What’s the difference between Interventional Regenerative Medicine and Pain Medicine?

Updated: Mar 1



Regenerative Medicine vs Pain Medicine
Pain Medicine vs Regenerative Medicine

Approximately 8 years ago, I was made aware of a new field of medicine that resonated with the reasons I wanted a career as a doctor. It is a field that also fueled my interest in the complexities involved in the musculoskeletal system of the human body. After spending much time (and money) traveling to the USA to partake in every conference and training program I could get my hands on, I came back to Australia and founded OrthoRegen. Eight years on, I am so proud of what we have achieved. We are providing the community access to ground breaking and innovative non-surgical treatments for musculoskeletal conditions that would only be available in other parts of the world. But most of all, we are helping patients find the root cause of their pain and dysfunction, providing treatment for long term benefit and improving their lives. Whilst the last eight years has had its challenges, what drives me is the thousands of patients we've successfully treated, leading them to an improved quality of life. Being such a new field in Australia, I thought I would write this blog to explain the difference between my sub-specialty, Interventional Regenerative Musculoskeletal Medicine (IRMM) and the conventional medical approach of Pain Medicine.
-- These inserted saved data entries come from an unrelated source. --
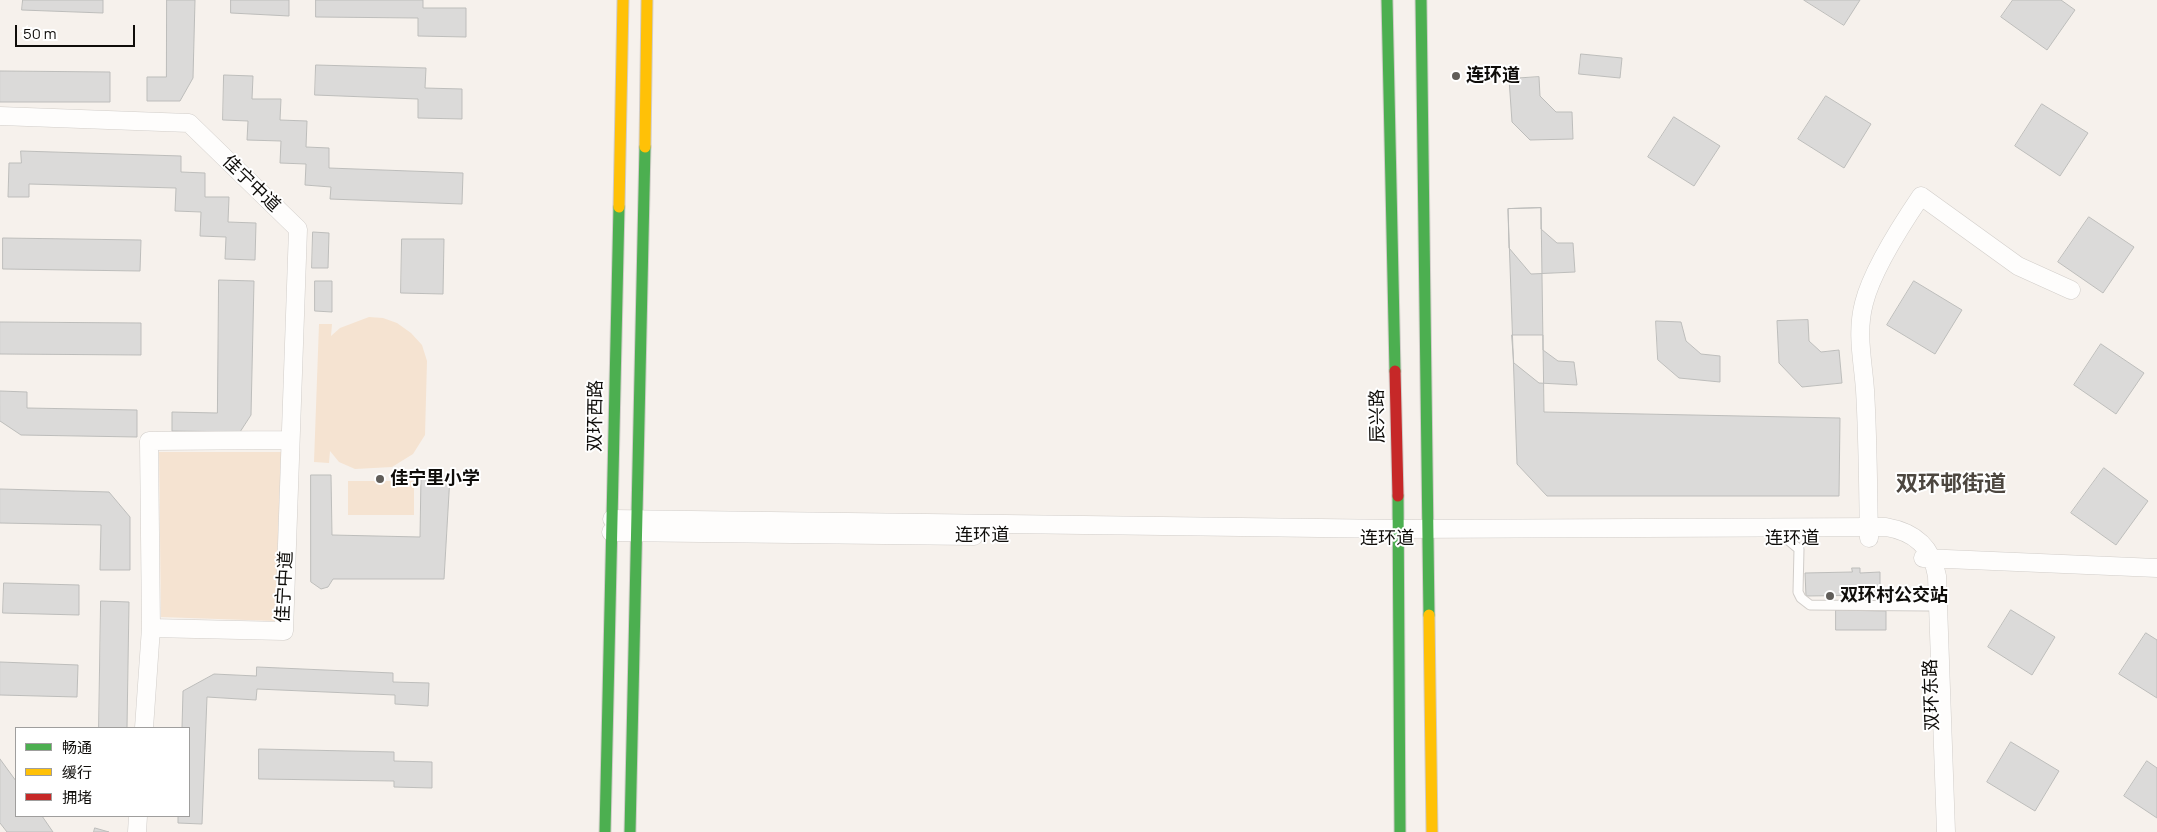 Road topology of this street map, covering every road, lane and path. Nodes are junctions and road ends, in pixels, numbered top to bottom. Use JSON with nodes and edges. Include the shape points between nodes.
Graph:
{"nodes":[{"id":1,"x":622,"y":0,"type":"edge"},
{"id":2,"x":647,"y":0,"type":"edge"},
{"id":3,"x":1387,"y":0,"type":"edge"},
{"id":4,"x":1421,"y":0,"type":"edge"},
{"id":5,"x":0,"y":116,"type":"edge"},
{"id":6,"x":2071,"y":290,"type":"dead end"},
{"id":7,"x":290,"y":440,"type":"junction"},
{"id":8,"x":612,"y":526,"type":"junction"},
{"id":9,"x":638,"y":526,"type":"junction"},
{"id":10,"x":1869,"y":533,"type":"junction"},
{"id":11,"x":1398,"y":534,"type":"junction"},
{"id":12,"x":1428,"y":534,"type":"junction"},
{"id":13,"x":1787,"y":539,"type":"junction"},
{"id":14,"x":1928,"y":558,"type":"junction"},
{"id":15,"x":2157,"y":568,"type":"edge"},
{"id":16,"x":1933,"y":602,"type":"junction"},
{"id":17,"x":151,"y":628,"type":"junction"},
{"id":18,"x":144,"y":727,"type":"edge"},
{"id":19,"x":138,"y":817,"type":"edge"},
{"id":20,"x":137,"y":832,"type":"edge"},
{"id":21,"x":605,"y":832,"type":"edge"},
{"id":22,"x":630,"y":832,"type":"edge"},
{"id":23,"x":1400,"y":832,"type":"edge"},
{"id":24,"x":1432,"y":832,"type":"edge"},
{"id":25,"x":1938,"y":832,"type":"edge"},
{"id":26,"x":1946,"y":832,"type":"edge"}],
"edges":[{"from":1,"to":8,"type":"main road","name":"双环西路"},
{"from":2,"to":9,"type":"main road"},
{"from":3,"to":11,"type":"main road","name":"辰兴路"},
{"from":4,"to":12,"type":"main road"},
{"from":5,"to":7,"type":"street","name":"佳宁中道","via":[[189,123],[298,229]]},
{"from":6,"to":10,"type":"street","via":[[2018,266],[1921,196],[1884,259],[1864,302],[1861,318]]},
{"from":7,"to":17,"type":"street","name":"佳宁中道","via":[[284,631]]},
{"from":7,"to":17,"type":"street","via":[[150,441]]},
{"from":8,"to":9,"type":"street","name":"连环道"},
{"from":8,"to":21,"type":"main road","name":"双环西路"},
{"from":9,"to":11,"type":"street","name":"连环道"},
{"from":9,"to":22,"type":"main road"},
{"from":10,"to":12,"type":"street"},
{"from":10,"to":13,"type":"street","name":"连环道"},
{"from":10,"to":14,"type":"street","via":[[1886,528],[1911,534],[1926,547]]},
{"from":11,"to":12,"type":"street","name":"连环道"},
{"from":11,"to":23,"type":"main road","name":"辰兴路"},
{"from":12,"to":13,"type":"street","name":"连环道"},
{"from":12,"to":24,"type":"main road"},
{"from":13,"to":16,"type":"lane","via":[[1799,549],[1798,592],[1810,605]]},
{"from":14,"to":15,"type":"street"},
{"from":14,"to":16,"type":"street","name":"双环东路","via":[[1937,576]]},
{"from":16,"to":25,"type":"street","name":"双环东路"},
{"from":16,"to":26,"type":"street","name":"双环东路"},
{"from":17,"to":18,"type":"street"},
{"from":19,"to":20,"type":"street"}]} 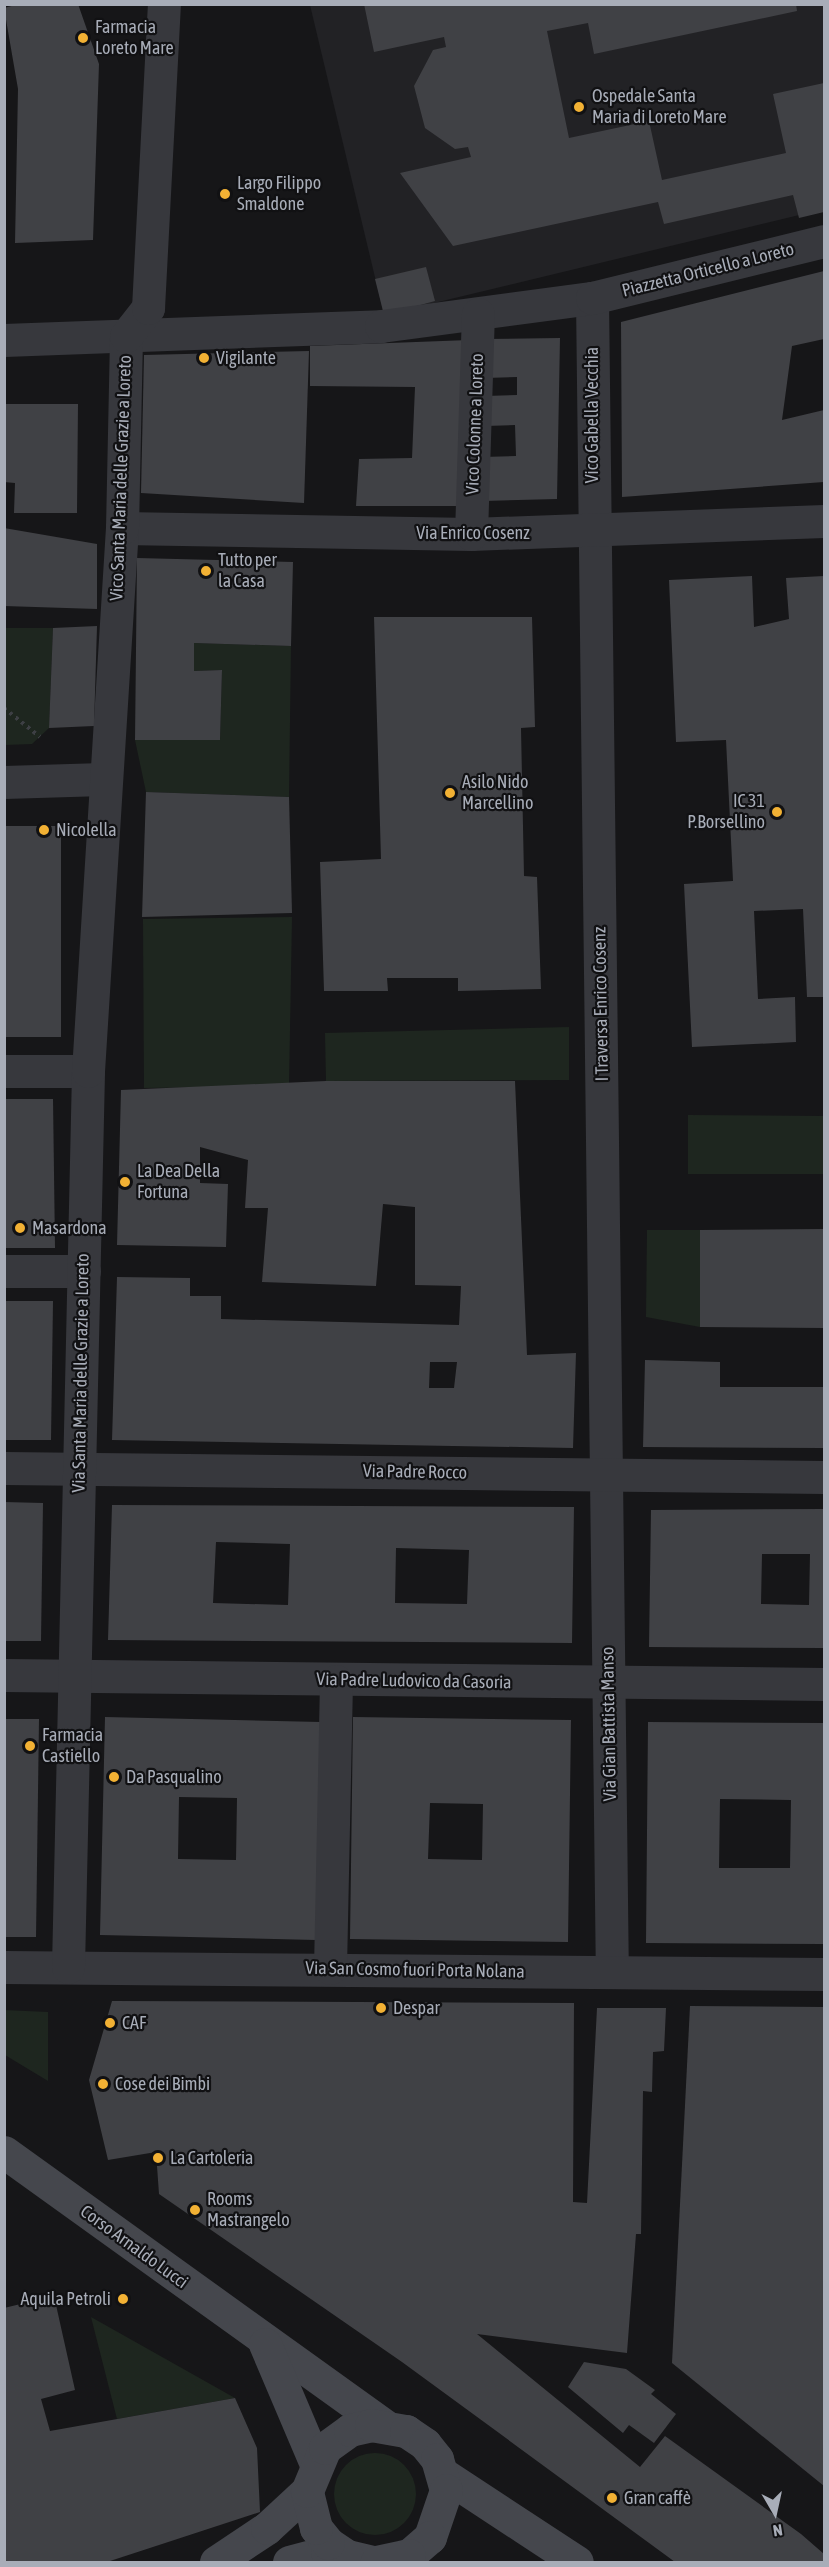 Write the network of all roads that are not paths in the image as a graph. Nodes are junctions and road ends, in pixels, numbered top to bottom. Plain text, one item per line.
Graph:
1 (164, 4) edge
2 (825, 242) edge
3 (592, 298) junction
4 (478, 314) junction
5 (126, 336) junction
6 (4, 340) edge
7 (825, 521) edge
8 (122, 528) junction
9 (592, 533) junction
10 (471, 534) junction
11 (103, 779) junction
12 (4, 782) edge
13 (4, 1071) edge
14 (88, 1071) junction
15 (4, 1271) edge
16 (84, 1271) junction
17 (4, 1468) edge
18 (79, 1469) junction
19 (609, 1475) junction
20 (825, 1477) edge
21 (4, 1675) edge
22 (75, 1676) junction
23 (336, 1681) junction
24 (607, 1683) junction
25 (825, 1684) edge
26 (4, 1967) edge
27 (68, 1967) junction
28 (330, 1968) junction
29 (612, 1972) junction
30 (825, 1974) edge
31 (4, 2152) edge
32 (264, 2342) junction
33 (385, 2426) junction
34 (443, 2474) junction
35 (311, 2476) junction
36 (373, 2560) edge
37 (216, 2562) edge
38 (289, 2562) edge
39 (439, 2562) edge
40 (578, 2562) edge

1 - 5 street, Vico Santa Maria delle Grazie a Loreto
2 - 3 street, Piazzetta Orticello a Loreto
3 - 4 street, Piazzetta Orticello a Loreto
3 - 9 street, Vico Gabella Vecchia
4 - 5 street, Piazzetta Orticello a Loreto
4 - 10 street, Vico Colonne a Loreto
5 - 6 street, Piazzetta Orticello a Loreto
5 - 8 street, Vico Santa Maria delle Grazie a Loreto
7 - 9 street, Via Enrico Cosenz
8 - 10 street, Via Enrico Cosenz
8 - 11 street, Vico Santa Maria delle Grazie a Loreto
9 - 10 street, Via Enrico Cosenz
9 - 19 street, I Traversa Enrico Cosenz
11 - 12 street
11 - 14 street, Via Santa Maria delle Grazie a Loreto
13 - 14 street
14 - 16 street, Via Santa Maria delle Grazie a Loreto
15 - 16 street
16 - 18 street, Via Santa Maria delle Grazie a Loreto
17 - 18 street, Via Padre Rocco
18 - 19 street, Via Padre Rocco
18 - 22 street, Via Santa Maria delle Grazie a Loreto
19 - 20 street, Via Padre Rocco
19 - 24 street, Via Gian Battista Manso
21 - 22 street, Via Padre Ludovico da Casoria
22 - 23 street, Via Padre Ludovico da Casoria
22 - 27 street, Via Santa Maria delle Grazie a Loreto
23 - 24 street, Via Padre Ludovico da Casoria
23 - 28 street
24 - 25 street, Via Padre Ludovico da Casoria
24 - 29 street, Via Gian Battista Manso
26 - 27 street, Via San Cosmo fuori Porta Nolana
27 - 28 street, Via San Cosmo fuori Porta Nolana
28 - 29 street, Via San Cosmo fuori Porta Nolana
29 - 30 street, Via San Cosmo fuori Porta Nolana
31 - 32 main road, Corso Arnaldo Lucci
32 - 33 main road, Corso Arnaldo Lucci
32 - 35 main road
33 - 34 main road
33 - 35 main road
34 - 36 main road
34 - 40 main road
35 - 36 main road
35 - 37 main road
36 - 38 main road
36 - 39 main road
In Australia, there are very few doctors that are aware of what IRMM actually involves. In fact, more patients are aware of this field than the medical profession! So what is IRMM?


IRMM is an exciting and innovative field of medicine which is really the paradigm shift needed in orthopedics and pain management. It is a branch of medicine that focuses on the use of minimally invasive procedures to repair or regenerate damaged or diseased musculoskeletal tissue. These procedures may include the injection of platelets, growth factors, stem cells, or other biomolecules to stimulate the body's own healing processes, as well as procedural techniques like nerve hydrodissection, intraosseous injections and prolotherapy. Having been convetionally trained in medicine, the biggest difference I noticed after my training in IRMM is that it has a completely different diagnostic model for pain and dysfunction. For example, studies have shown up to 40% of knee arthritis pain is generated by the nerves surrounding the joint? A further 20-40% of knee arthritis pain is said to come from the weakened and injured ligaments supporting the joint! I was taught that knee arthritis pain was solely due to the loss of cartilage within the joint. IRMM is changing the way we diagnose pain and dysfunction. It identifies the pain generators and the biomechanical links that could be causing the condition. It then targets treatment to these structures and functional issues, essentially treating a problem at the root cause, rather than just treating findings on a radiological image or a symptom. It is a far better approach as it gives greater success in achieving long term, positive outcomes for patients.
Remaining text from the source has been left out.